In this film, eight high school seniors are given the opportunity to learn about documentary filmmaking. They are given cameras to document their everyday lives. Some of them chose topics to address in their films, such as suicide rates and communication with elders, while others chose to film freely. Each learned to use a camera and traveled with the camera everywhere they went. The entire film is in the Inuktitut language, which was a refreshing change from typical representations of Indigenous peoples speaking English in film and the unfortunate losses associated of Indigenous languages.

One of the most important issues this film addresses is a generational gap due to the transition from traditional Inuit practices to “modern” practices following Canadian contact and ensuing cultural destruction. This generational gap stems largely from the effects of Christianity and colonization. Students hunt with rifles, ride snowmobiles, live in heated homes, play ice hockey from a young age, and go to school to learn math, social studies, and English. One of the students named Bobby decided to talk to his grandfather about his opinions on this change. Bobby’s grandfather complained that students had life so easy and that it was almost shameful that they lacked basic survival skills. Bobby took the opportunity to film his grandfather teaching the students how to construct an igloo; most of the students were unfamiliar an igloo’s construction and function, even though it was the primary home for previous generations. Bobby’s grandfather also demonstrated traditional hunting with a harpoon and spoke about setting traps to catch animals. (One of the students attempted to set a fox trap later in the film and it is clear he is uncertain of the process. He comments he’s not sure about what some of the materials are used for.) Another student talks to her grandmother and she believes that the new generation is lazy and has it too easy. She says they complain of tiredness after menial tasks, whereas her generation was raised tough and ready to live off the land.

The students, however, offer another side of this issue. They all still hunt for food, practice traditional dances and throat singing, and speak their language. There is a beautiful scene when the students take their first trip out of Inukjuak to Montreal and two of the girls sing together on the train.
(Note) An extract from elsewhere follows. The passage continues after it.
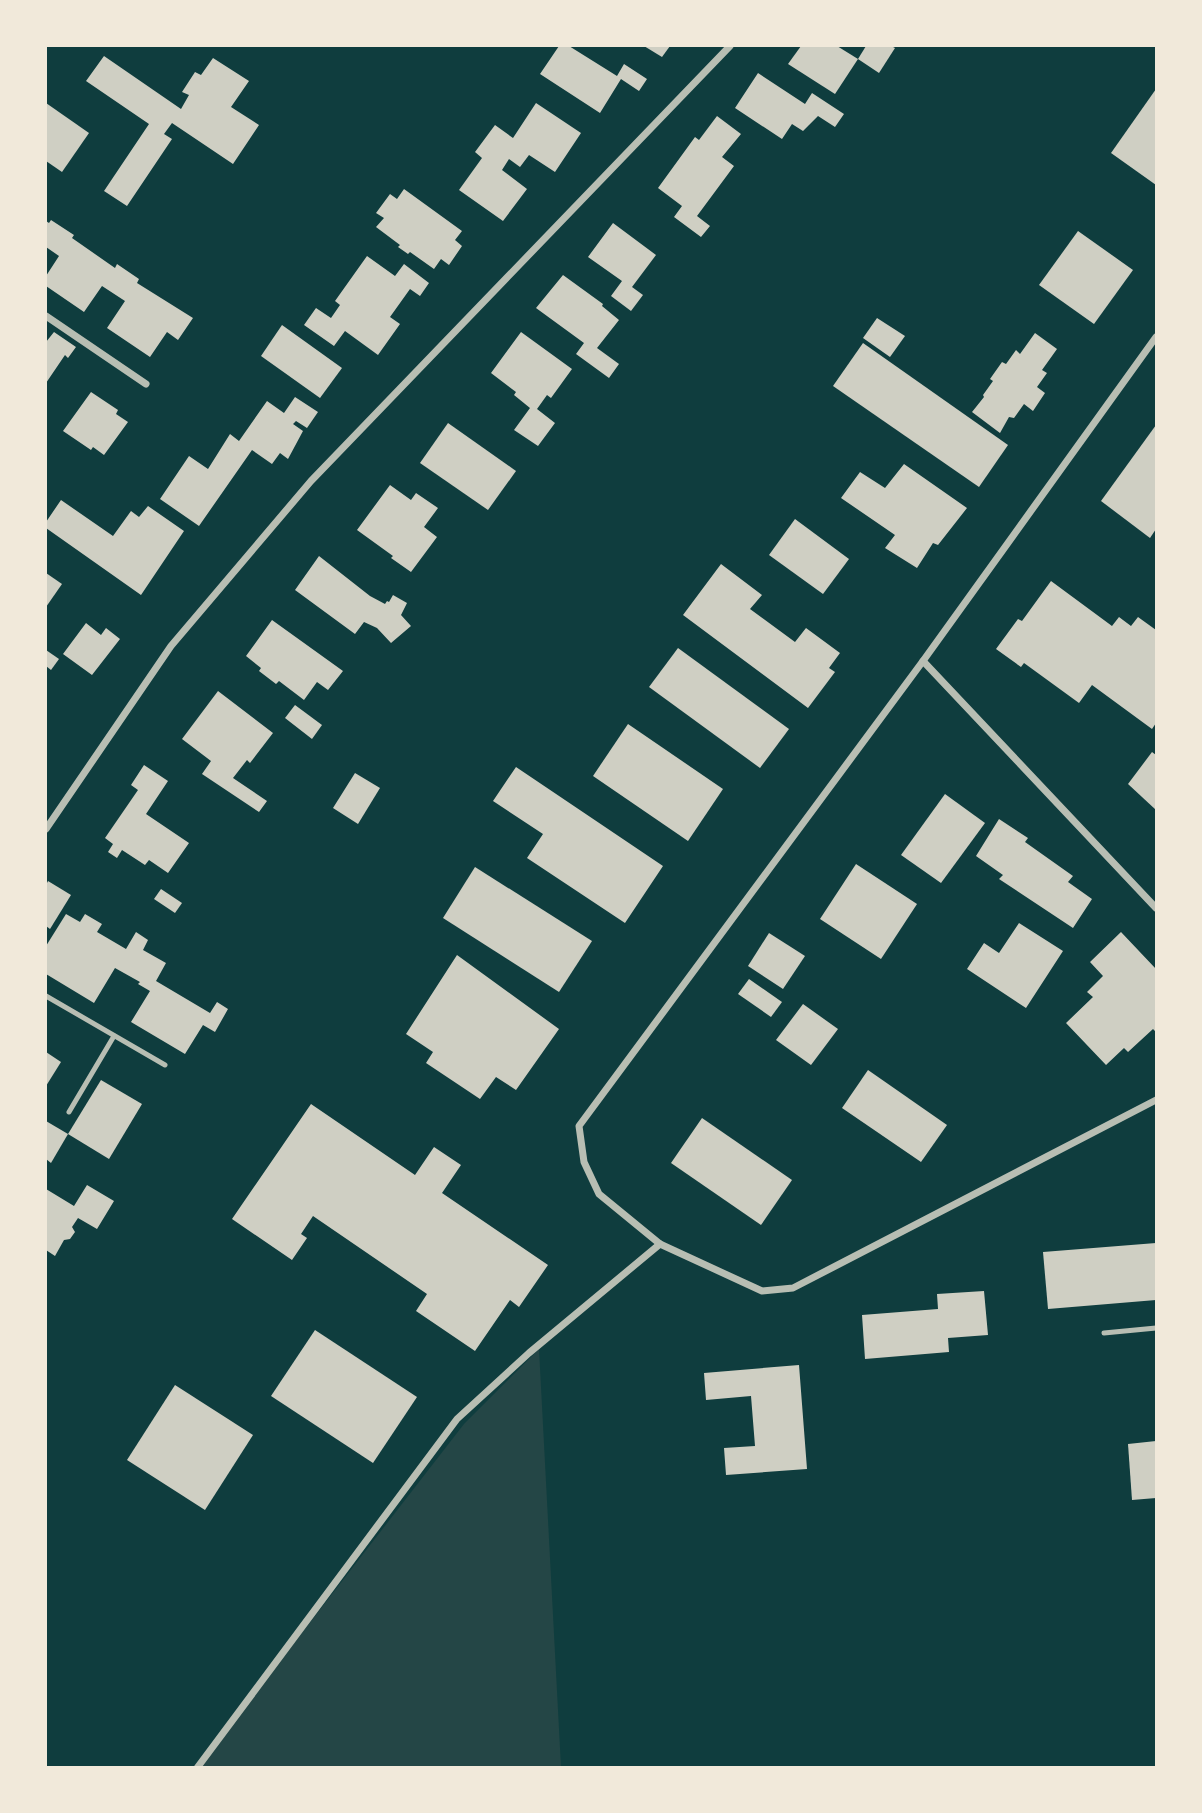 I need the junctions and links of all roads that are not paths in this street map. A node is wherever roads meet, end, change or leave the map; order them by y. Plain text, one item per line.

At school, they assist in cutting and cleaning a freshly killed seal, along with all the elementary school-aged students. They assist in bringing caribou meat to the community and still take part in the idea of reciprocity. It is a dialectic, in the sense that they live in an in-between state. They are part of a modernized version of Inuit society and still participate in typical Western teen activities such as partying on New Year’s Eve, which was a great scene in the film and an example of Western culture infiltrating Inuit society, and playing video games over winter breaks.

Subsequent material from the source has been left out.